An event is defined as a subset of $S$. Take two events $A$, $B \in \mathcal{B}$. We can write $A$ and $B$ as a disjoint union of two sets:
$$\begin{align}
A &= (A \cap B) \cup (A \cap B^{c}) \\
B &= (A \cap B) \cup (B \cap A^{c})\text{.}\end{align}$$
and $$A \cup B = (A \cap B) \cup (A \cap B^{c}) \cup (B \cap A^{c})\text{.}$$It follows that
$$\begin{align}
\P{A} &= \P{A \cap B} + \P{A \cap B^{c}} \\
\P{B} &= \P{A \cap B} + \P{B \cap A^{c}} \\
\P{A \cup B} &= \P{A \cap B} + \P{A \cap B^{c}} + \P{B \cap A^{c}}\text{,}
\end{align}$$
so that
$$\P{A \cup B} = \P{A}+\P{B}-\P{A \cap B}\text{.}$$
Suppose now that $A$ and $B$ are disjoint. Then $A \cap B = \varnothing$ and as proven before, $\P{\varnothing} = 0$, implying the Axiom of Finite Additivity.
Best Answer
You repeatedly used the Axiom of Finite Additivity in your proofs (starting with the proof of $P(\emptyset)=0$).
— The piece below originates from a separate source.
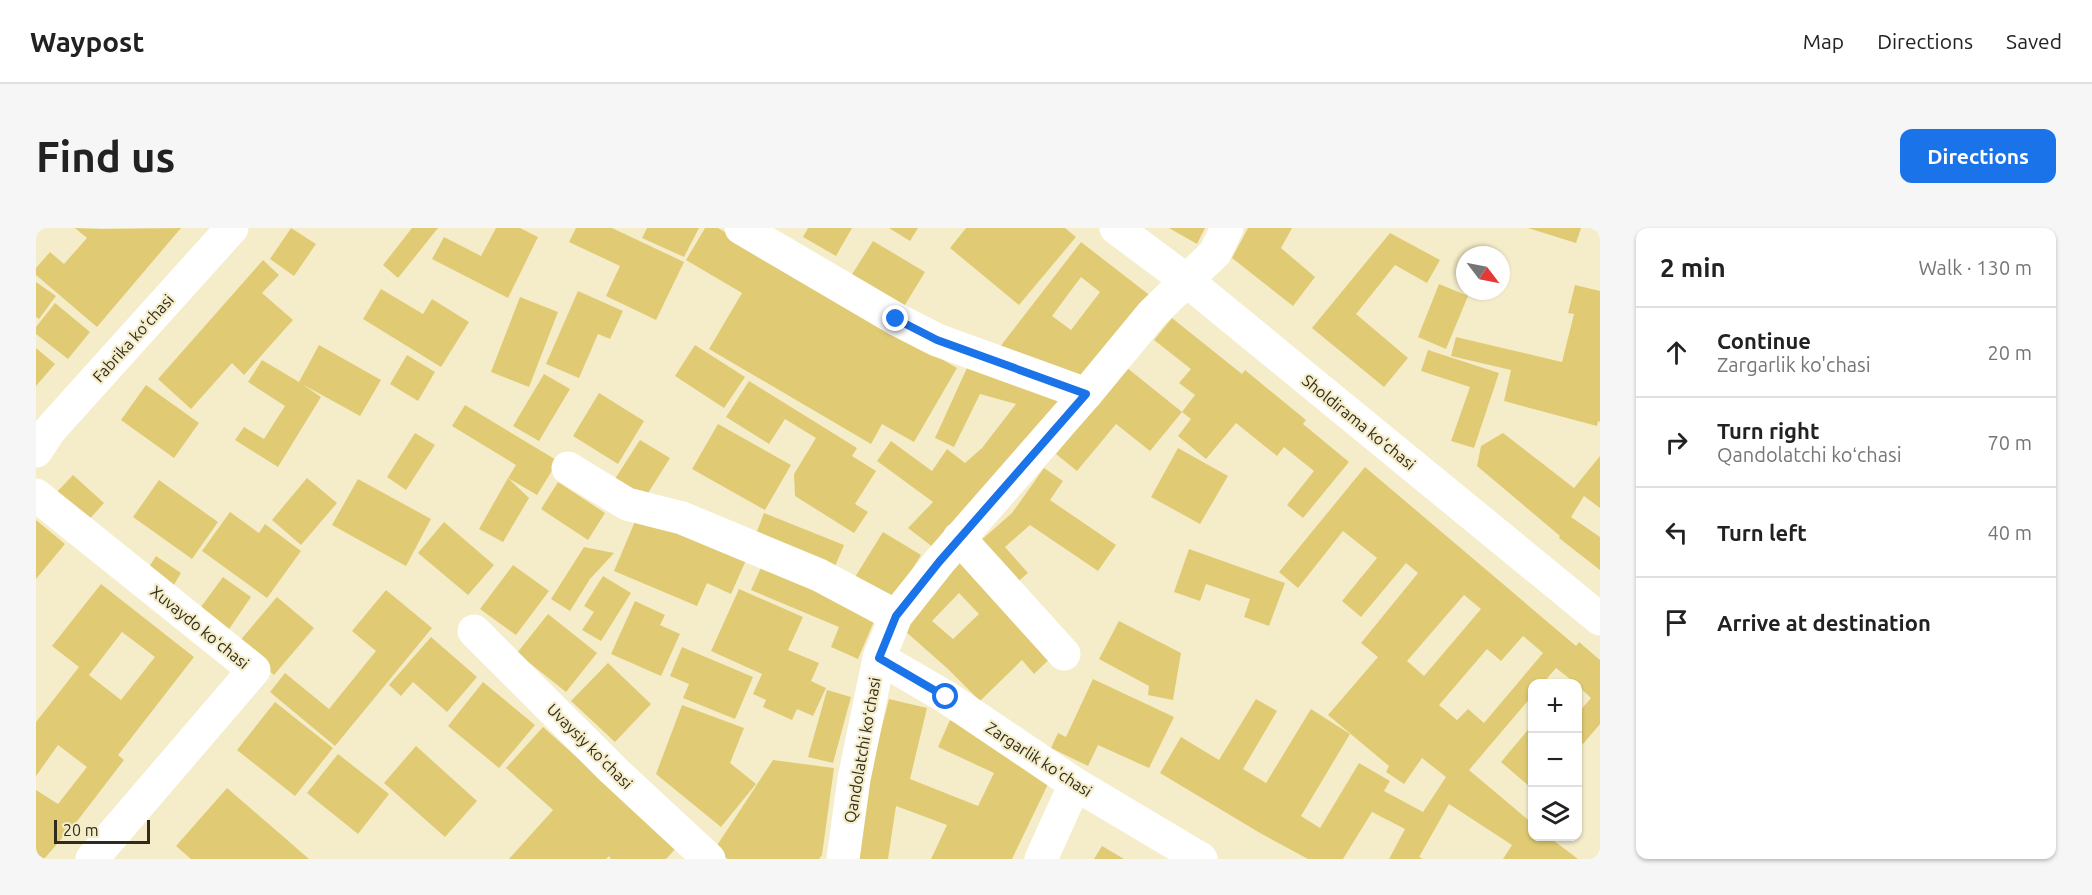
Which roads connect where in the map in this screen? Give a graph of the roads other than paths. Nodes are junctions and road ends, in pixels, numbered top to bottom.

To correctly show that finite additivity follows from countable additivity, just let $A_1=A$, $A_2=B$ and $A_i=\emptyset$ for $i>2$. Then the equality $$P(A\cup B)=P(\bigcup_i A_i)=P(A)+P(B)+``\infty\cdot P(\emptyset)\!"$$ can only hold if $P(\emptyset)=0$. However, nobody said that the given collection of axioms is minimal. For example the group axioms are also often listed in a redundant (=non-minimal) way.